El aburrimiento es un instrumento de control social. El poder es el poder de imponer el aburrimiento, de desatar la quietud, la inmovilidad” (Saul Bellow, El legado de Humboldt, 1978)
Para ocultar su nulidad absoluta, el poder ejecutivo busca ostensiblemente ejercer la fuerza de su brutalidad: confinar, silenciar, encerrar en los domicilios, producir aburrimiento a toda costa.
El acoso policial para hacer cumplir el confinamiento es comparable a la brutalidad del adiestrador de perros que disfruta de su poder. Es similar a una forma de entrenamiento: “¡No te muevas! “. Como si el gobierno quisiera medir el miedo que inspira a través del aburrimiento que es capaz de infligir y hacer cumplir: “¡Ve a trabajar y a las seis de la tarde métete en la cama!”
El escritor Saul Bellow mostró excelentemente en El legado de Humboldt (1978) esta correlación entre poder, miedo y aburrimiento a través del texto sobre las comidas estalinistas de Milovan Djilas (Conversaciones con Stalin, 1962): “Los invitados comieron y comieron, comieron y después bebieron, a las dos de la mañana iban a asistir a la proyección de un western estadounidense. Les dolían las nalgas al sentarse.
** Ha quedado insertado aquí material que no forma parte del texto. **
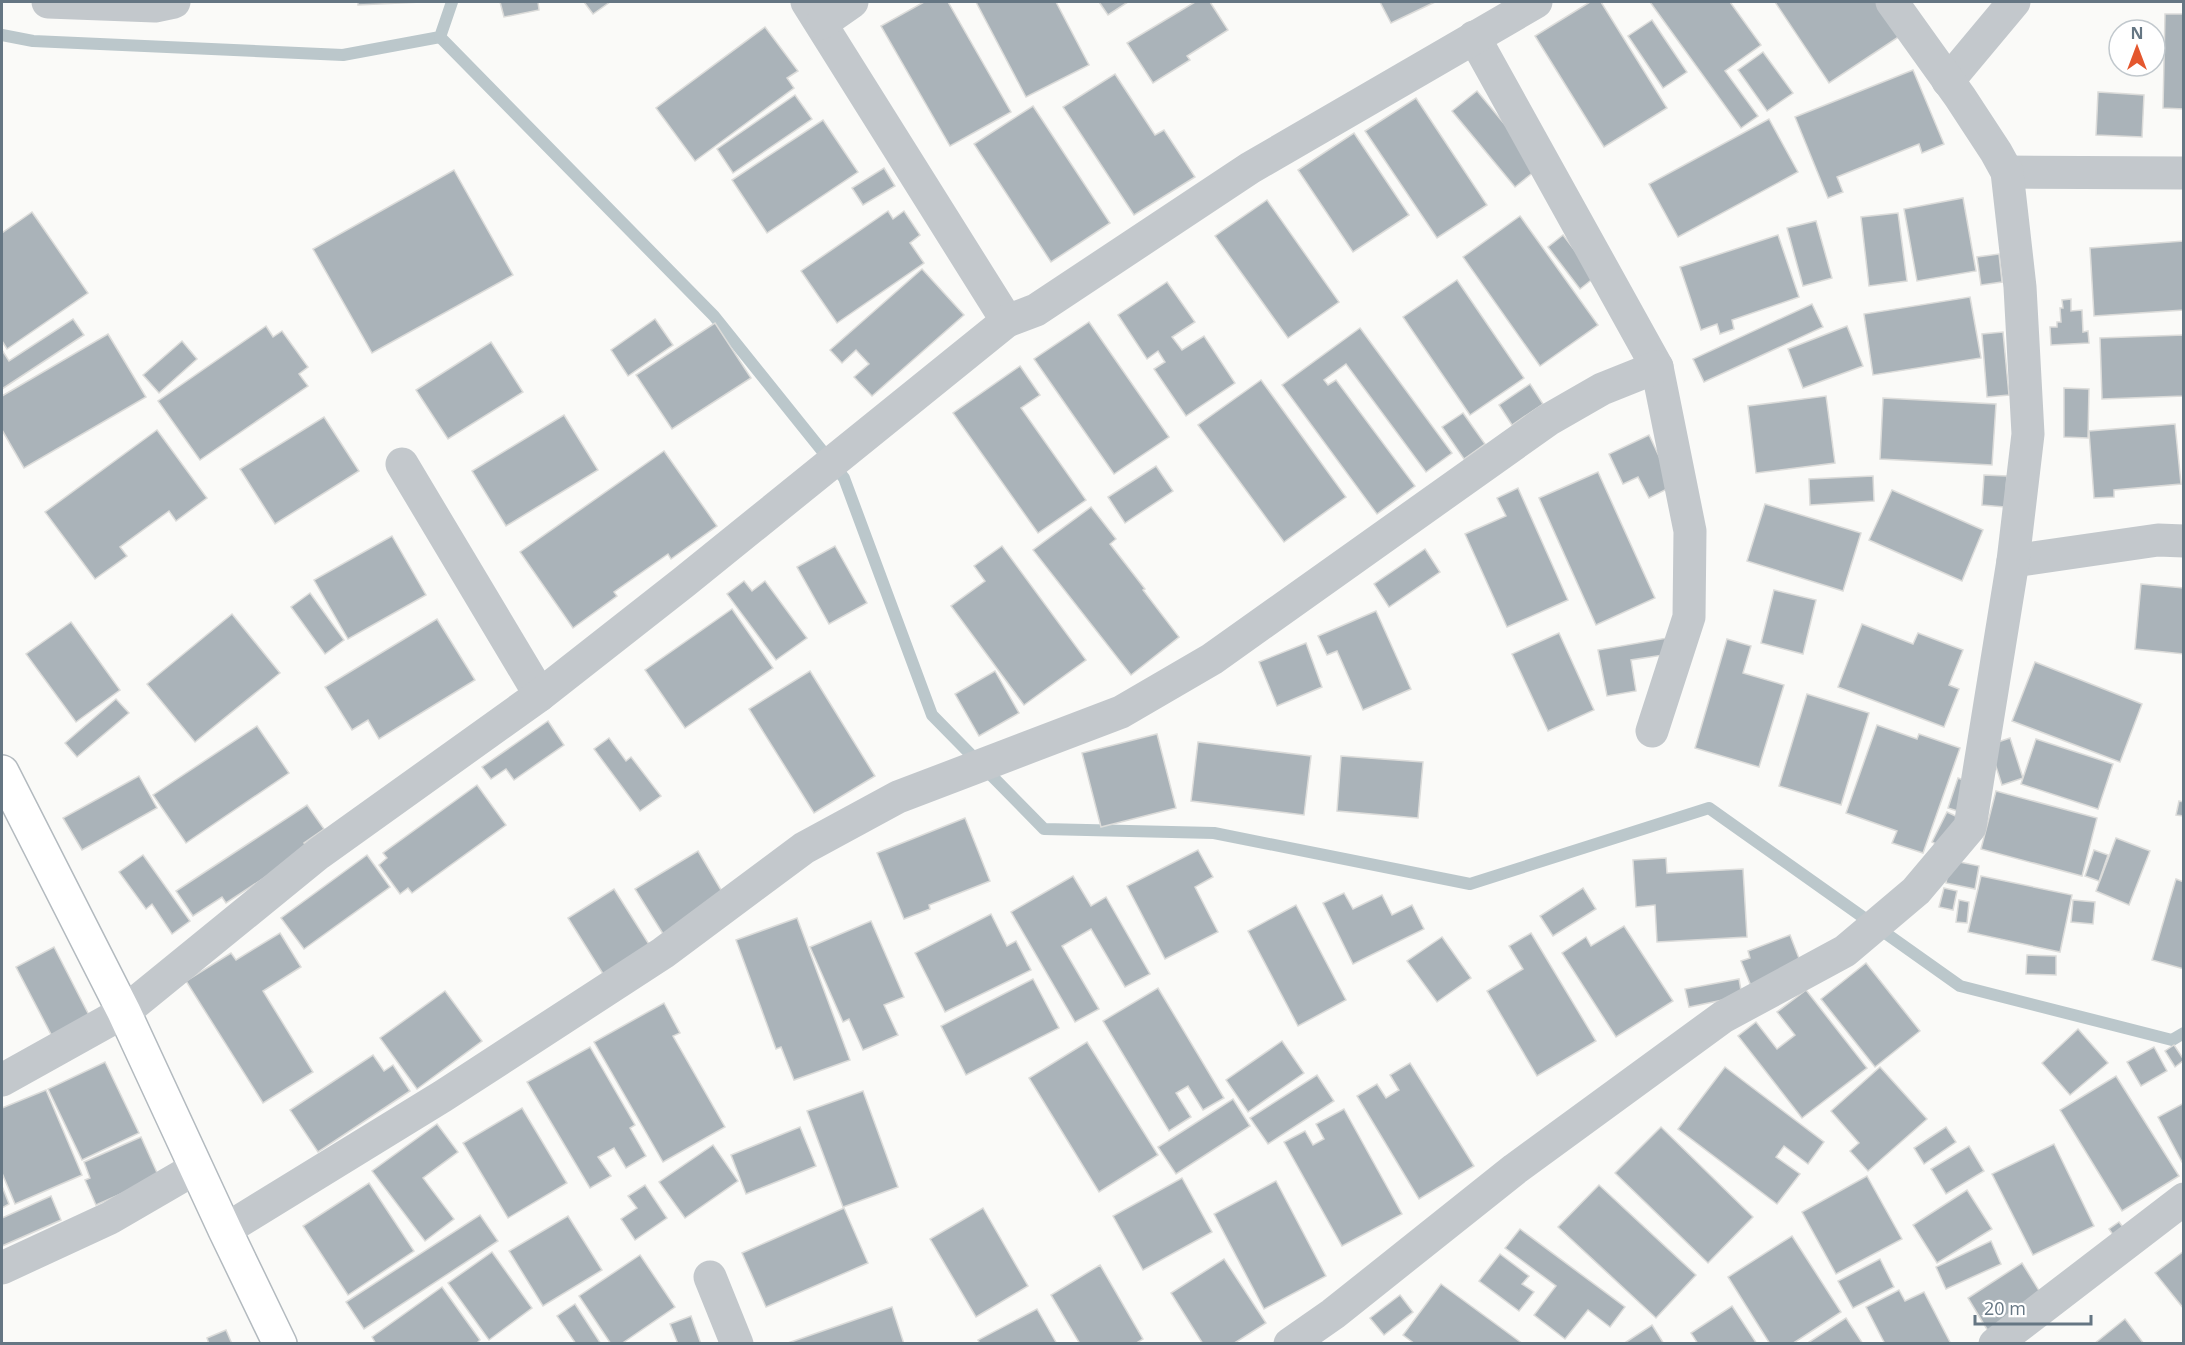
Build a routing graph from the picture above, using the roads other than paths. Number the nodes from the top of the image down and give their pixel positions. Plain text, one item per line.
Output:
1 (48, 2) edge
2 (174, 2) edge
3 (852, 2) edge
4 (1536, 2) edge
5 (1892, 2) edge
6 (2014, 2) edge
7 (815, 12) edge
8 (1474, 37) junction
9 (1948, 81) junction
10 (2007, 172) junction
11 (2184, 173) edge
12 (1007, 321) junction
13 (1658, 368) junction
14 (402, 464) dead end
15 (2184, 541) edge
16 (2013, 561) junction
17 (540, 695) junction
18 (1652, 731) dead end
19 (2, 772) edge
20 (124, 1012) junction
21 (2, 1080) edge
22 (196, 1168) junction
23 (2184, 1198) edge
24 (225, 1230) junction
25 (2, 1269) edge
26 (710, 1278) dead end
27 (280, 1344) edge
28 (736, 1344) edge
29 (1290, 1344) edge
30 (1995, 1344) edge

1 - 2 street
3 - 7 street
4 - 8 street
5 - 9 street
6 - 9 street
7 - 12 street
8 - 12 street
8 - 13 street
9 - 10 street
10 - 11 street
10 - 16 street
12 - 17 street
13 - 18 street
13 - 24 street
14 - 17 street
15 - 16 street
16 - 29 street
17 - 20 street
19 - 20 main road
20 - 21 street
20 - 22 main road
22 - 24 main road
22 - 25 street
23 - 30 street
24 - 27 main road
26 - 28 street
El miedo anudaba sus entrañas. Stalin, mientras charlaba y bromeaba, eligía mentalmente a los que iban a recibir un disparo en la nuca y, mientras engullían, eructaban, gorjeaban, sabiendo lo que los amenazaba […]”.
Entendemos que “el aburrimiento es un instrumento de control social. El poder es el poder de imponer el aburrimiento, de desatar la estasis, la quietud”. De hecho, hoy vivimos el mismo aburrimiento, por así decirlo, que el de la sociedad estalinista que Saul Bellow describe como la más aburrida de la historia: “Mezquindad, gris, tristeza, edificios siniestros, malestar, controles, prensa lúgubre, educación lúgubre, burocracia oscura, trabajos forzados, presencia policial y criminal constante, congresos del Partido abrumadores, etcétera. Lo que quedó marcado permanentemente fue el colapso de todo interés”.
Al reducir al individuo no a un objeto como se podría pensar inicialmente, sino, al contrario, a una subjetividad pura, desprovista de objetos, acciones y relaciones sociales, el poder en el lugar petrifica, vacía a los individuos de cualquier contenido, voluntad, interés. Esta, además, es la alienación real según Marx: “un ser que no tiene su naturaleza fuera de sí mismo no es un ser natural, […]. Un ser que no es él mismo un objeto para otro […] es un ser que no está en relaciones objetivas. Un ser no objetivo es un no-ser” (Manuscritos de 1844). Un zombi. Una alienación metafísica, por tanto, difícil de medir como pueden ser la pobreza, el hambre y las desigualdades de todo tipo. La producción de uno mismo como sujeto de pura pasividad, es el mejor indicio de nuestra alienación.
Lo confinado es una no-muerte: sin causa, sin objeto, sin proyecto. Su despertar, por tanto, sigue siendo esencialmente impredecible: “Los historiadores dirán después que las causas políticas, económicas y sociales explican el estallido, pero no habrán percibido el hecho elemental de que esas personas estaban aburridas”, escribió Benjamin Fondane en 1948 (Baudelaire et l’expérience du gouffre).
La revuelta surge de la oleada, de una estética de la oleada. No parece que se le pueda atribuir ninguna razón suficiente. ¿Será que el aburrimiento es una de ellas? ¿Será entonces que nos dirigimos hacia lo que podríamos denominar una revuelta contra el aburrimiento, la práctica de los disturbios para divertirnos? ¿Podría eso oponerse al poder mortal del aburrimiento que es brutalidad y que es violencia en la forma emergente de entretenimiento desenfrenado? Un entretenimiento metafísico por su origen y estético por su destino.
Cuando el cañón de la pistola ha estado en la nuca durante demasiado tiempo y el aburrimiento sobrepasa los límites de lo soportable, el alboroto es la expresión de la vida frente a la brutalidad mortal del Estado.
Cuando llegue ese día, será una gran fiesta.